**YOUR ASSIGNMENT**
Lines holding the string "улица" are the ones to copy; find them all in the data.

[[ MATERIAL PROVIDED, beginning ]]

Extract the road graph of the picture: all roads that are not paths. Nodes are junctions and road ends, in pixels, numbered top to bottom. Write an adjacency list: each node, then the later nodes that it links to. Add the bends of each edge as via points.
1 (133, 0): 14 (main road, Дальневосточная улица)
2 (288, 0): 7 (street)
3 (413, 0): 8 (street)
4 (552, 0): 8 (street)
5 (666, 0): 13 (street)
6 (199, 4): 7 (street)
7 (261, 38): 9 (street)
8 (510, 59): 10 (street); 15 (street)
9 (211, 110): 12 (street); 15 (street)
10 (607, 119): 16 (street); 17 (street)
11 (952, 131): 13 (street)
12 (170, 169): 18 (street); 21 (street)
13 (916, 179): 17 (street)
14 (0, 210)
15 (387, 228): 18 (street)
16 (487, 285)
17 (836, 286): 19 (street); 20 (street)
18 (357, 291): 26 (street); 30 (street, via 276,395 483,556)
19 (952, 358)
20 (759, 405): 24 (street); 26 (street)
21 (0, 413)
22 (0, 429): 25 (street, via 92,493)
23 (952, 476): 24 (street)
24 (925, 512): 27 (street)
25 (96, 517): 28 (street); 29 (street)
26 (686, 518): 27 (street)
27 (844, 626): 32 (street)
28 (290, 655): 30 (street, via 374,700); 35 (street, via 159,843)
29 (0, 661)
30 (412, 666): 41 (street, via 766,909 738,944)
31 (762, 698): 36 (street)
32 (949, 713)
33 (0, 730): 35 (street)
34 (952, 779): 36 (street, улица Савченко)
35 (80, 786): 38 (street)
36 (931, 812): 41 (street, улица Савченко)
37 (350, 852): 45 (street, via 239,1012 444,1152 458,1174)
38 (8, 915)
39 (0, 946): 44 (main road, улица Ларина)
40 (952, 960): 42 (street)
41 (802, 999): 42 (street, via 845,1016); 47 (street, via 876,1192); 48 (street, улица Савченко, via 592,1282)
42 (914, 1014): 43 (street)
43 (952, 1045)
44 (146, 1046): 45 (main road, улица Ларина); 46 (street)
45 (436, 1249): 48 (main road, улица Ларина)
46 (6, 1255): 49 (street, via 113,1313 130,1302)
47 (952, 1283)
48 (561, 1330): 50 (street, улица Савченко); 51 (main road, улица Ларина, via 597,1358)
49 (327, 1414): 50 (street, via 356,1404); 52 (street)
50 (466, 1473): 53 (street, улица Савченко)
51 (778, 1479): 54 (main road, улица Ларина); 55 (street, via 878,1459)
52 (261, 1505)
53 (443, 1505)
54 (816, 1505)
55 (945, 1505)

[[ MATERIAL PROVIDED, end ]]
[[ MATERIAL PROVIDED, beginning ]]

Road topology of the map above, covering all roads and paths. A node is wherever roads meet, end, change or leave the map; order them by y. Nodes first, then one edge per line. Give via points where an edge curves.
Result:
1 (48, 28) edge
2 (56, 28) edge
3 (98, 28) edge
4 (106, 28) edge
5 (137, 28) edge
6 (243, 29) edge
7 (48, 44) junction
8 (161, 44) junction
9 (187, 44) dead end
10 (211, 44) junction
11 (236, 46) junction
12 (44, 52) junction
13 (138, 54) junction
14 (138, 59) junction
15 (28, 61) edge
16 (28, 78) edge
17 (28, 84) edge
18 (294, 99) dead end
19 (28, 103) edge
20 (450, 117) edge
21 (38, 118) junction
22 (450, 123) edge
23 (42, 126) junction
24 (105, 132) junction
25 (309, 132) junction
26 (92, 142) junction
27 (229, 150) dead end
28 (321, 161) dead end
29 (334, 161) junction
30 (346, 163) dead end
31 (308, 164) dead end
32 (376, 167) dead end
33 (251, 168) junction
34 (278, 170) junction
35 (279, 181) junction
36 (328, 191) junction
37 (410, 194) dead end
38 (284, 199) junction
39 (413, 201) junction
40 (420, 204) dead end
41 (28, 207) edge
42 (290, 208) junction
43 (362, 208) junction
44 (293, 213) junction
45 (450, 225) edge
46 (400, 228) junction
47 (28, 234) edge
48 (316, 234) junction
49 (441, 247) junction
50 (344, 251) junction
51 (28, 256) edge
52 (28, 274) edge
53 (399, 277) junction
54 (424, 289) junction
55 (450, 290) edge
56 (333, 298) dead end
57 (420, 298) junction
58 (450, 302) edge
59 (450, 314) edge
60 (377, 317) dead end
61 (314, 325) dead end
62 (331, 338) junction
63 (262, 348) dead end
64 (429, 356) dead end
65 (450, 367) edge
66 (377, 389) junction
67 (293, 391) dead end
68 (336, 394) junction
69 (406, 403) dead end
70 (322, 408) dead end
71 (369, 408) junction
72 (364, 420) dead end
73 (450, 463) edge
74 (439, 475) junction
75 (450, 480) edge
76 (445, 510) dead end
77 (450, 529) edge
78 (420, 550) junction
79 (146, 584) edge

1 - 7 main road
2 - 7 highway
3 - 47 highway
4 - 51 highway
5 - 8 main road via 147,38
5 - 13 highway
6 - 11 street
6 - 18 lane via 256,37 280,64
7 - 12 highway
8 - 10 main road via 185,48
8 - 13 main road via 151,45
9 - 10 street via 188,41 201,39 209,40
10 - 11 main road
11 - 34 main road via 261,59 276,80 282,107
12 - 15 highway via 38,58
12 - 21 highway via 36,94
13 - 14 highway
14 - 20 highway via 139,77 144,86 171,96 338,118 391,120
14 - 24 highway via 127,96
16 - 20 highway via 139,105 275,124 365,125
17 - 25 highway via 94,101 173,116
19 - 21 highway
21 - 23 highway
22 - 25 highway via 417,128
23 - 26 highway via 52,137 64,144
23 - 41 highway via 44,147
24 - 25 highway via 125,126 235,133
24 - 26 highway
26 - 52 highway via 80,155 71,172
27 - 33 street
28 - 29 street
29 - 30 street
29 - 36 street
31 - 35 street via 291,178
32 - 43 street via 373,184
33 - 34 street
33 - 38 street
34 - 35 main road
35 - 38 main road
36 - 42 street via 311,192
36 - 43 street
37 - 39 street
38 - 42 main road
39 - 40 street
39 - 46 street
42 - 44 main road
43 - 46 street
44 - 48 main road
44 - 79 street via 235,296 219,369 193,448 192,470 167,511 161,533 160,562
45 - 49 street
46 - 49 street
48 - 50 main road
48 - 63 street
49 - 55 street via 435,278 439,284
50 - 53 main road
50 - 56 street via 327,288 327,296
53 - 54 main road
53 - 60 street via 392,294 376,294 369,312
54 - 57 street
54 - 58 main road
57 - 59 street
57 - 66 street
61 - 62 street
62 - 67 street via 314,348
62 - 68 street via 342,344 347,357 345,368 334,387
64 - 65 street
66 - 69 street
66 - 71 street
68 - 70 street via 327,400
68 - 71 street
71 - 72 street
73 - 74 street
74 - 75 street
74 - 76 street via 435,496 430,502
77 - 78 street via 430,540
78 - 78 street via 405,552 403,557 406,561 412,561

[[ MATERIAL PROVIDED, end ]]

**RESULT OF THIS EXERCISE**
1 (133, 0): 14 (main road, Дальневосточная улица)
34 (952, 779): 36 (street, улица Савченко)
36 (931, 812): 41 (street, улица Савченко)
39 (0, 946): 44 (main road, улица Ларина)
41 (802, 999): 42 (street, via 845,1016); 47 (street, via 876,1192); 48 (street, улица Савченко, via 592,1282)
44 (146, 1046): 45 (main road, улица Ларина); 46 (street)
45 (436, 1249): 48 (main road, улица Ларина)
48 (561, 1330): 50 (street, улица Савченко); 51 (main road, улица Ларина, via 597,1358)
50 (466, 1473): 53 (street, улица Савченко)
51 (778, 1479): 54 (main road, улица Ларина); 55 (street, via 878,1459)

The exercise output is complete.